#### [Exercise directions]
Return the data below in full, matching every line exactly.

[Collected data entries]
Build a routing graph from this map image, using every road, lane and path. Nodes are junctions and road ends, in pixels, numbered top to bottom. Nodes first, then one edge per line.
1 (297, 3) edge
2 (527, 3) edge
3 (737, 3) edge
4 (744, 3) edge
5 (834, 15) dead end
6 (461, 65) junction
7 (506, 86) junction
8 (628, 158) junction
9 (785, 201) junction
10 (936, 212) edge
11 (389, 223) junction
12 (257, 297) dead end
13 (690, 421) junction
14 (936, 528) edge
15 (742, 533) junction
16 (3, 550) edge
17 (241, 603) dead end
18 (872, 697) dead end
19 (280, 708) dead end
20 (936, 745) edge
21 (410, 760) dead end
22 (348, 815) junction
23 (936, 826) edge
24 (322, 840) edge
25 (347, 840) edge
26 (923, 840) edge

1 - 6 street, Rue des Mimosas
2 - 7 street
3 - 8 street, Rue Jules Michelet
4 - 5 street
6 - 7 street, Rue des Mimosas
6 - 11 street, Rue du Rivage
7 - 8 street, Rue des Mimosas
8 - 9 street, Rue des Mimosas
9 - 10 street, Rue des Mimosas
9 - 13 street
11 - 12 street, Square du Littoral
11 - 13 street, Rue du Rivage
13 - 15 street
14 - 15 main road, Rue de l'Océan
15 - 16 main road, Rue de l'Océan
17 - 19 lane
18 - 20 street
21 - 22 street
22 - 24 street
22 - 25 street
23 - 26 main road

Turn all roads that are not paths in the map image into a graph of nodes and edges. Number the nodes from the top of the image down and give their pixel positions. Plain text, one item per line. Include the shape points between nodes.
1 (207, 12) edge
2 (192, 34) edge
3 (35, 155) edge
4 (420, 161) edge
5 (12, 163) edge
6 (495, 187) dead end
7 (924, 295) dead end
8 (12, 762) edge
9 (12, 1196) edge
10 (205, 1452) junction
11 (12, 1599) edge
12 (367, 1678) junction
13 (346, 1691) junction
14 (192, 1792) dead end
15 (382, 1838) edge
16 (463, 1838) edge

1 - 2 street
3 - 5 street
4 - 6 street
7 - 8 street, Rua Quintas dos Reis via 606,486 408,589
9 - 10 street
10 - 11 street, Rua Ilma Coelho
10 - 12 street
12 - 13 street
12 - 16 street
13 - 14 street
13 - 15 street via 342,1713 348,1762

#### [Result]
Build a routing graph from this map image, using every road, lane and path. Nodes are junctions and road ends, in pixels, numbered top to bottom. Nodes first, then one edge per line.
1 (297, 3) edge
2 (527, 3) edge
3 (737, 3) edge
4 (744, 3) edge
5 (834, 15) dead end
6 (461, 65) junction
7 (506, 86) junction
8 (628, 158) junction
9 (785, 201) junction
10 (936, 212) edge
11 (389, 223) junction
12 (257, 297) dead end
13 (690, 421) junction
14 (936, 528) edge
15 (742, 533) junction
16 (3, 550) edge
17 (241, 603) dead end
18 (872, 697) dead end
19 (280, 708) dead end
20 (936, 745) edge
21 (410, 760) dead end
22 (348, 815) junction
23 (936, 826) edge
24 (322, 840) edge
25 (347, 840) edge
26 (923, 840) edge

1 - 6 street, Rue des Mimosas
2 - 7 street
3 - 8 street, Rue Jules Michelet
4 - 5 street
6 - 7 street, Rue des Mimosas
6 - 11 street, Rue du Rivage
7 - 8 street, Rue des Mimosas
8 - 9 street, Rue des Mimosas
9 - 10 street, Rue des Mimosas
9 - 13 street
11 - 12 street, Square du Littoral
11 - 13 street, Rue du Rivage
13 - 15 street
14 - 15 main road, Rue de l'Océan
15 - 16 main road, Rue de l'Océan
17 - 19 lane
18 - 20 street
21 - 22 street
22 - 24 street
22 - 25 street
23 - 26 main road

Turn all roads that are not paths in the map image into a graph of nodes and edges. Number the nodes from the top of the image down and give their pixel positions. Plain text, one item per line. Include the shape points between nodes.
1 (207, 12) edge
2 (192, 34) edge
3 (35, 155) edge
4 (420, 161) edge
5 (12, 163) edge
6 (495, 187) dead end
7 (924, 295) dead end
8 (12, 762) edge
9 (12, 1196) edge
10 (205, 1452) junction
11 (12, 1599) edge
12 (367, 1678) junction
13 (346, 1691) junction
14 (192, 1792) dead end
15 (382, 1838) edge
16 (463, 1838) edge

1 - 2 street
3 - 5 street
4 - 6 street
7 - 8 street, Rua Quintas dos Reis via 606,486 408,589
9 - 10 street
10 - 11 street, Rua Ilma Coelho
10 - 12 street
12 - 13 street
12 - 16 street
13 - 14 street
13 - 15 street via 342,1713 348,1762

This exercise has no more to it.